During the holiday season millions of gifts are purchased and exchanged among family and friends however, the amount of merchandise that gets returned has increased exponentially over the last several years. According to CBRE and Optoro, Americans are projected to return $41.6 billion in online holiday merchandise this year, up from $37 billion returned last year. With the uptick in online shopping, consumers have more purchasing power than ever before. They can purchase any number of items from the comfort of their home while knowing they can return anything at no cost. This leaves retailers wondering how they can make up for lost profits on returned goods, as well as putting immense pressure on the distribution centers in charge of handling.

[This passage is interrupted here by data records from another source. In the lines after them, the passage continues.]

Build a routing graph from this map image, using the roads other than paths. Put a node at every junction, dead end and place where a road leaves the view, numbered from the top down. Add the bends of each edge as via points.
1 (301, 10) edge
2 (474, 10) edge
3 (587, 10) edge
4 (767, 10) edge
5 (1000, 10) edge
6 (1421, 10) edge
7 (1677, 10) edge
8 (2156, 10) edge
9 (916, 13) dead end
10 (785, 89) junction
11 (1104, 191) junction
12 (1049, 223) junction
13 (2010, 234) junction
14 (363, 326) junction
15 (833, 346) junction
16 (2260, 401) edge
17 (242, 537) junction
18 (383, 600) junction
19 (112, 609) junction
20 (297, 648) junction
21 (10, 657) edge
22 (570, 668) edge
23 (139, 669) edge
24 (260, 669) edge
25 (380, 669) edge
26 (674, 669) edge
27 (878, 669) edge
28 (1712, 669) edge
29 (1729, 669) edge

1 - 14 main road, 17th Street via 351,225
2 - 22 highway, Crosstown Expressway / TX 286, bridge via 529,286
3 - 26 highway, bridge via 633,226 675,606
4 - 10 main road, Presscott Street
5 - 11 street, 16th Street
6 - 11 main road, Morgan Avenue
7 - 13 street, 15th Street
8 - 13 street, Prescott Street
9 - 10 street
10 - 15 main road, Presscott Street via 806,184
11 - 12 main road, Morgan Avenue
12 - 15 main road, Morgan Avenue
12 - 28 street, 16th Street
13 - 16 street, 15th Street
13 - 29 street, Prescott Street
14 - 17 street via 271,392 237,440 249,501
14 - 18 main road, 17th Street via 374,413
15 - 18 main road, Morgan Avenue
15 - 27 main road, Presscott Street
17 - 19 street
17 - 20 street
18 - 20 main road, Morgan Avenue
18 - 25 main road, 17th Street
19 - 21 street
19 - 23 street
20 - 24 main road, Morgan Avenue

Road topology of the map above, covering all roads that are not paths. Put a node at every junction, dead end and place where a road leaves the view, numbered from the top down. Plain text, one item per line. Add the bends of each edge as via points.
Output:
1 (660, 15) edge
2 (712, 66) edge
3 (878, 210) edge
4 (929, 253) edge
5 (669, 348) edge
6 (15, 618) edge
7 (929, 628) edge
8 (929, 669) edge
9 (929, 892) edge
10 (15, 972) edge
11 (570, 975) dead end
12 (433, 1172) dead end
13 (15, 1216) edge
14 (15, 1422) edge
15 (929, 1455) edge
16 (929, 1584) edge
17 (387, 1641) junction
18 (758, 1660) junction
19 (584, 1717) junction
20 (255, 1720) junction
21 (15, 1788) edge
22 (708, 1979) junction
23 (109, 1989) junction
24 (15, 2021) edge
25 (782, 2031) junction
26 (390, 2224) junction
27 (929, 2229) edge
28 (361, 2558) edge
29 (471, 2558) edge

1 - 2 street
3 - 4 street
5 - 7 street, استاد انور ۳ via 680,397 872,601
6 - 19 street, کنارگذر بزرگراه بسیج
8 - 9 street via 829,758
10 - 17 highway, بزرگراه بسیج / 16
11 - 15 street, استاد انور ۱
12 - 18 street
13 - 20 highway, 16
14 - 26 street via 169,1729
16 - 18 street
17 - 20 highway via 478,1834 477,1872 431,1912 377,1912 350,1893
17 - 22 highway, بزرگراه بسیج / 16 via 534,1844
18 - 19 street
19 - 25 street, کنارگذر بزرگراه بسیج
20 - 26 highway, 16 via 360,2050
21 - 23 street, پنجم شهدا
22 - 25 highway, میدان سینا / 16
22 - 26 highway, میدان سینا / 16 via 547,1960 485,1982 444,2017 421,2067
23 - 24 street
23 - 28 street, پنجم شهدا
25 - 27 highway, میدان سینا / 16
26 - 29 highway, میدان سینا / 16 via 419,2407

The CBRE found the standard range for online returns between 15% to 30%, as opposed to shopping at brick and mortar stores where the return rate falls around 8%. Options for online returns range from pickup at residence, drop offs at delivery merchants, or even drop off at other retailers. For example, this year Amazon partnered with Kohl’s allowing customers to return anything bought from Amazon at any Kohl’s location nationwide. Mark Soloman of Freightwaves states, “this strategy, known as buy online return in store (BORIS), consolidates returns in one location and eliminates the need for Amazon to dispatch a driver and vehicle to pick up parcels at residences.”
This type of scenario where brick and mortar stores partner with online retailers can serve as a win-win . For example, Kohl’s may see more foot traffic due to returns and Amazon will save time and resources with the consolidated pick up. Retail industry, distribution centers and retailers must get creative with their business strategies. As the online shopping trend continues to grow, be on the lookout for more unlikely partnerships between online and brick and mortar stores.